Olympe de Gouges – geboren als Marie Gouze – gilt als Begründern der Frauenrechte. Im Jahr 1791 veröffentlichte sie mit der „Erklärung der Rechte der Frau und Bürgerin“ eine Denkschrift an die französische Nationalversammlung, in der sie die rechtliche Gleichstellung von Mann und Frau einforderte:

De Gouges: Erklärung der Rechte der Frau und Bürgerin

Die Rechte der Frau: Mann, bist du fähig, gerecht zu sein? Eine Frau stellt dir diese Frage.

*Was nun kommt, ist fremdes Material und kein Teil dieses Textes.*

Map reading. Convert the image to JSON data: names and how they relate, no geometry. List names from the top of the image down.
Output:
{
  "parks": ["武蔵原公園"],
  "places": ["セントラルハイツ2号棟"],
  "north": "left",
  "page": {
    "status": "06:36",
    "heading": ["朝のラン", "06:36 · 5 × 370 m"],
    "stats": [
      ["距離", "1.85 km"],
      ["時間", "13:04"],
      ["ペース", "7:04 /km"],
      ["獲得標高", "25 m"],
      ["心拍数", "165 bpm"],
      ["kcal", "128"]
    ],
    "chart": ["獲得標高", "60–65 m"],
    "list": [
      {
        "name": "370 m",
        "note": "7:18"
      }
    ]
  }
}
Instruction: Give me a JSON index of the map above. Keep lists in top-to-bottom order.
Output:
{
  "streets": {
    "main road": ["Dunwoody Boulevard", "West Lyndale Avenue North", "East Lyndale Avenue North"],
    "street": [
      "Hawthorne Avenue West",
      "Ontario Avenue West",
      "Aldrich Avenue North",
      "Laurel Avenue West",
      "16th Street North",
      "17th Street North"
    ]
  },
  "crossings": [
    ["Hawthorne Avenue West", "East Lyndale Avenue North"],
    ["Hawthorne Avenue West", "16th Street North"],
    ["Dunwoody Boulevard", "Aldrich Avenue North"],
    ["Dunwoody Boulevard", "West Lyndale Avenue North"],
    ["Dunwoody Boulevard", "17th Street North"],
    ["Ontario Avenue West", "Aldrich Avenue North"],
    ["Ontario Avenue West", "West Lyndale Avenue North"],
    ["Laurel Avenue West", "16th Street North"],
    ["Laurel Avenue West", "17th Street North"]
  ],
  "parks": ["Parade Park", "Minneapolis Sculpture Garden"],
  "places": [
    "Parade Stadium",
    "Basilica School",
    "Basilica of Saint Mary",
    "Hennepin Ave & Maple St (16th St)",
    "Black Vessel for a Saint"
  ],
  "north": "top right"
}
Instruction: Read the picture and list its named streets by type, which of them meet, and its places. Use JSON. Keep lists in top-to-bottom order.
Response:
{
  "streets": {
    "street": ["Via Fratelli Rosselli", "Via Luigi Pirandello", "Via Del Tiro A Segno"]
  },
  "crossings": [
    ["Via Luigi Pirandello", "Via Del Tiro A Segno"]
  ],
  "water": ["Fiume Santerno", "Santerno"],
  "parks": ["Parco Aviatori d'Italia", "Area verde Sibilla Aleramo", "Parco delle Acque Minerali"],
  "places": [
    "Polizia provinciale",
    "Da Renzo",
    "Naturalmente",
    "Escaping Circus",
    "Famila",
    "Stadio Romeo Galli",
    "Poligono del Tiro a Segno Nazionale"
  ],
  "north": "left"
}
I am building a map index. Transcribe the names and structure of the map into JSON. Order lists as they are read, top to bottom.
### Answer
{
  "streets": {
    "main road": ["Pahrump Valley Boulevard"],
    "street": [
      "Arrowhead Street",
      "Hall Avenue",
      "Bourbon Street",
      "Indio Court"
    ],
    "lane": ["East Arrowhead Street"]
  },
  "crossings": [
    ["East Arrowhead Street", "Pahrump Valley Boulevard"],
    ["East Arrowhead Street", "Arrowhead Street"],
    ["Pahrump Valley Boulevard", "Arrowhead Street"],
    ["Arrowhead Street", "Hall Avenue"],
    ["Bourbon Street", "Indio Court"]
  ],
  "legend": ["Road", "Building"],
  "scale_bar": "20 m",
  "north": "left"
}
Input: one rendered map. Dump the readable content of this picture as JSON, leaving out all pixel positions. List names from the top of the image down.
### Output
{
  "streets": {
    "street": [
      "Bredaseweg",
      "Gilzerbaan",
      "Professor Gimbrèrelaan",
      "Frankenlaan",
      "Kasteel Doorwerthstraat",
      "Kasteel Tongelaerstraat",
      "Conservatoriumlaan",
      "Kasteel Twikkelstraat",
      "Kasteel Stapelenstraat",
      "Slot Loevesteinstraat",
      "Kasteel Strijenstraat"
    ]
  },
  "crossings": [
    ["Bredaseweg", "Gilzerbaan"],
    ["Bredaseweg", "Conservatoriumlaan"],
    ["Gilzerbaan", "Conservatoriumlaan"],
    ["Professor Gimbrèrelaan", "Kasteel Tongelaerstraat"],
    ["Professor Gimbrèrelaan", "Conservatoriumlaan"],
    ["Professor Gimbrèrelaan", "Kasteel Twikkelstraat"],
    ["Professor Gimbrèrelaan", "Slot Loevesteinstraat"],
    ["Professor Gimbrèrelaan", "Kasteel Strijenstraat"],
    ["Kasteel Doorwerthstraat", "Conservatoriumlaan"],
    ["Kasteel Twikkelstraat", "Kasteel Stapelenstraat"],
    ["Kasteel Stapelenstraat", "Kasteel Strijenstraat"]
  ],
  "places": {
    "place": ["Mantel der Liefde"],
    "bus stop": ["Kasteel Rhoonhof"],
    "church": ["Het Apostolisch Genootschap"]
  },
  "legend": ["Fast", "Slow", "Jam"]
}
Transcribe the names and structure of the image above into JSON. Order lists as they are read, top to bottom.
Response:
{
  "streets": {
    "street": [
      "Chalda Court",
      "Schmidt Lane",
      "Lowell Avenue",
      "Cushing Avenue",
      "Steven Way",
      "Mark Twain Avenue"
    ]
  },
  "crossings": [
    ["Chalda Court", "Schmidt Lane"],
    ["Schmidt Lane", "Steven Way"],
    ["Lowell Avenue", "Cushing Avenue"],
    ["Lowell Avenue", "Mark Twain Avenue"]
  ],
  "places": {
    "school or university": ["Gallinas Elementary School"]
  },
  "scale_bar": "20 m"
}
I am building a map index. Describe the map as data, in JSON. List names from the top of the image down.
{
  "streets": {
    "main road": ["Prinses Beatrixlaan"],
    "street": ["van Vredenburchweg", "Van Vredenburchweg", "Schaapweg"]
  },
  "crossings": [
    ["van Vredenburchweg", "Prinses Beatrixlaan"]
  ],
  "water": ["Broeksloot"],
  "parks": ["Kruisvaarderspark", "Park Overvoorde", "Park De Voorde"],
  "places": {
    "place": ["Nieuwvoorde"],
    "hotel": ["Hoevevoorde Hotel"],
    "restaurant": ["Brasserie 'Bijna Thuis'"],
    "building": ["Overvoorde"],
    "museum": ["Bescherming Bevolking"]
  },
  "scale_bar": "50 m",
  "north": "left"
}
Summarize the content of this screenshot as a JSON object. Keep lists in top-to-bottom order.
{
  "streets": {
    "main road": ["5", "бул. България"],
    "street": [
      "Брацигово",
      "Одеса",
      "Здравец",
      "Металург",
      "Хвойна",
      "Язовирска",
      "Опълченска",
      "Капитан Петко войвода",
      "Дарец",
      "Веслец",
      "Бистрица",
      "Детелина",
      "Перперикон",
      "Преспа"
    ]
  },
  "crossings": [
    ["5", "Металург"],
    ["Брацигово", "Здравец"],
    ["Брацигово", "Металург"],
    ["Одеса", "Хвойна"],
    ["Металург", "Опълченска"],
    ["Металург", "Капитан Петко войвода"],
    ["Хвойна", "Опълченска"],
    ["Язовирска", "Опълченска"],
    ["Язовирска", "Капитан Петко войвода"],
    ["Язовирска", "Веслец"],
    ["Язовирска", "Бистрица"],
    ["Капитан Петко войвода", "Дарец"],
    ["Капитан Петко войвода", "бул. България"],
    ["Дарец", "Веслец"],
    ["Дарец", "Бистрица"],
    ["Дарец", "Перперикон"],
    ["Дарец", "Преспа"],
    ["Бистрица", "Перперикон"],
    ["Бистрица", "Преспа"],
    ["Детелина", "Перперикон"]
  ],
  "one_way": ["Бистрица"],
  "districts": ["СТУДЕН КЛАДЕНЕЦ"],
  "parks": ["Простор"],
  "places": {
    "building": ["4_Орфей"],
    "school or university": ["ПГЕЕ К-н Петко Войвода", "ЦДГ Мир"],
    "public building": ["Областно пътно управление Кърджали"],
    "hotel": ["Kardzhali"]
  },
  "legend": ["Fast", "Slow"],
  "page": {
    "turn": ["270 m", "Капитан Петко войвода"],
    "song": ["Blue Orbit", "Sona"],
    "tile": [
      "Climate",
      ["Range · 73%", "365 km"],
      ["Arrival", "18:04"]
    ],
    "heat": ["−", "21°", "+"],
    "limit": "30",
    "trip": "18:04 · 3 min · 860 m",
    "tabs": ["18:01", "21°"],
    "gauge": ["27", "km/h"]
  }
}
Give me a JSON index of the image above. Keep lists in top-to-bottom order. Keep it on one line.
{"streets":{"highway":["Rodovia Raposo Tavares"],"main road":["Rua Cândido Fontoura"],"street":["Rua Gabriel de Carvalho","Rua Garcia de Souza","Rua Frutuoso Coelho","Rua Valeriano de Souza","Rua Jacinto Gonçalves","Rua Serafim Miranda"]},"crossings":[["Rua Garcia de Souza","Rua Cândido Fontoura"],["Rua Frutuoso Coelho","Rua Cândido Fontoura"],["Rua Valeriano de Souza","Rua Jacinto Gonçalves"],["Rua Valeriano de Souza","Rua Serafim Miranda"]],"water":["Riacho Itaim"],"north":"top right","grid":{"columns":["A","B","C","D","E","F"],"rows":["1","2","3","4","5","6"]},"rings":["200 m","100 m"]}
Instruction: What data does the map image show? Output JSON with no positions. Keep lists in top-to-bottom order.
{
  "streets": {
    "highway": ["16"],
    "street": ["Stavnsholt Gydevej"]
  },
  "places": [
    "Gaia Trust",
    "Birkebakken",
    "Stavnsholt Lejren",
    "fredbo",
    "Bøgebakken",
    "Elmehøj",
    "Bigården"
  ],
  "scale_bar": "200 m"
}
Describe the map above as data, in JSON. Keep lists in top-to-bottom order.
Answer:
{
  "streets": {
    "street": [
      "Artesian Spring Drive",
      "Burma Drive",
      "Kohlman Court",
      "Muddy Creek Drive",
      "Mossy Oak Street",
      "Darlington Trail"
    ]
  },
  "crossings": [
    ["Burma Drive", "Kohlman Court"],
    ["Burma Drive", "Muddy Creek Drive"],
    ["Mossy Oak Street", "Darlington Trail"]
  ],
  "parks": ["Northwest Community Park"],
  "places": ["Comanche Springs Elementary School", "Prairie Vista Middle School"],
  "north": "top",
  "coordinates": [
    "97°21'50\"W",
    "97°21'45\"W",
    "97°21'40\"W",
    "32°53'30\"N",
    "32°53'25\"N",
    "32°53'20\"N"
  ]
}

Dieses Recht wirst du ihr zumindest nicht nehmen können. Sag mir, wer hat die die selbstherrliche Macht verliehen, mein Geschlecht zu unterdrücken? Deine Kraft? Deine Talente? Betrachte den Schöpfer in seiner Weisheit. Durchlaufe die Natur in alle ihrer Majestät, die Natur, der du dich nähern zu wollen scheinst, und leite daraus, wenn du es wagst, ein Beispiel für diese tyrannische Herrschaft ab. Geh zu den Tieren, befrage die Elemente, studiere die Pflanzen, ja wirf einen Blick auf den Kreislauf der Natur und füge dich dem Beweis, wenn ich dir die Mittel dazu in die Hand gebe. Suche, untersuche und unterscheide, wenn du es kannst, die Geschlechter in der Ordnung der Natur. Überall findest du sie ohne Unterschied zusammen, überall arbeiten sie in einer harmonischen Gemeinschaft an diesem unsterblichen Meisterwerk. Nur der Mann hat sich aus der Ausnahme ein Prinzip zurechtgeschneidert. Extravagant, blind von den Wissenschaften aufgeblasen und degeneriert, will er in diesem Jahrhundert der Aufklärung und des Scharfsinns, doch in krassester Unwissenheit, despotisch über ein Geschlecht befehlen, das alle intellektuellen Fähigkeiten besitzt. Er behauptet, von der Revolution zu profitieren; er verlangt sein Anrecht auf Gleichheit, um nicht noch mehr zu sagen.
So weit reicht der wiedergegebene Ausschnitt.